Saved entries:
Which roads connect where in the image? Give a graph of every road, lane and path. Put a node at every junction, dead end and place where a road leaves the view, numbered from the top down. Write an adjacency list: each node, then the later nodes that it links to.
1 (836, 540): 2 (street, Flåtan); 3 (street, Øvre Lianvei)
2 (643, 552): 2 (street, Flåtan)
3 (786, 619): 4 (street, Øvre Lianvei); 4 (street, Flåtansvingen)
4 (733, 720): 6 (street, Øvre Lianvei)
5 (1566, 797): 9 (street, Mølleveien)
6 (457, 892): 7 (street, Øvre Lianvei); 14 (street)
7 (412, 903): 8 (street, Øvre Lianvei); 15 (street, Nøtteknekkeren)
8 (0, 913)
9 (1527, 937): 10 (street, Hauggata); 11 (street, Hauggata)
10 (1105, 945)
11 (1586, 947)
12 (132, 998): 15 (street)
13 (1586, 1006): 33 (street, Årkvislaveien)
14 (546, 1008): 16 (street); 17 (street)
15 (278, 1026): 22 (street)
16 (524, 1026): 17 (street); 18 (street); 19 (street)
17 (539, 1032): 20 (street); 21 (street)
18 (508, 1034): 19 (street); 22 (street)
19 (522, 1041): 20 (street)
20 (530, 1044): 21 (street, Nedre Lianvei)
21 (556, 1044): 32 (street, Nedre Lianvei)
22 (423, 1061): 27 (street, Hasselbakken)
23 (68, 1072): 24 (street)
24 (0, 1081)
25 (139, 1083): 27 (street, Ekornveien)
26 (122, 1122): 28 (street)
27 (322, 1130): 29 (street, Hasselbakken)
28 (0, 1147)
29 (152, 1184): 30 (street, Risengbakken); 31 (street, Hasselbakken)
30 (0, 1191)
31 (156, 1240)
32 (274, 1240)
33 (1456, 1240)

### Task
A verbatim reproduction of all the records above is the expected answer.

### Solution to this task
Which roads connect where in the image? Give a graph of every road, lane and path. Put a node at every junction, dead end and place where a road leaves the view, numbered from the top down. Write an adjacency list: each node, then the later nodes that it links to.
1 (836, 540): 2 (street, Flåtan); 3 (street, Øvre Lianvei)
2 (643, 552): 2 (street, Flåtan)
3 (786, 619): 4 (street, Øvre Lianvei); 4 (street, Flåtansvingen)
4 (733, 720): 6 (street, Øvre Lianvei)
5 (1566, 797): 9 (street, Mølleveien)
6 (457, 892): 7 (street, Øvre Lianvei); 14 (street)
7 (412, 903): 8 (street, Øvre Lianvei); 15 (street, Nøtteknekkeren)
8 (0, 913)
9 (1527, 937): 10 (street, Hauggata); 11 (street, Hauggata)
10 (1105, 945)
11 (1586, 947)
12 (132, 998): 15 (street)
13 (1586, 1006): 33 (street, Årkvislaveien)
14 (546, 1008): 16 (street); 17 (street)
15 (278, 1026): 22 (street)
16 (524, 1026): 17 (street); 18 (street); 19 (street)
17 (539, 1032): 20 (street); 21 (street)
18 (508, 1034): 19 (street); 22 (street)
19 (522, 1041): 20 (street)
20 (530, 1044): 21 (street, Nedre Lianvei)
21 (556, 1044): 32 (street, Nedre Lianvei)
22 (423, 1061): 27 (street, Hasselbakken)
23 (68, 1072): 24 (street)
24 (0, 1081)
25 (139, 1083): 27 (street, Ekornveien)
26 (122, 1122): 28 (street)
27 (322, 1130): 29 (street, Hasselbakken)
28 (0, 1147)
29 (152, 1184): 30 (street, Risengbakken); 31 (street, Hasselbakken)
30 (0, 1191)
31 (156, 1240)
32 (274, 1240)
33 (1456, 1240)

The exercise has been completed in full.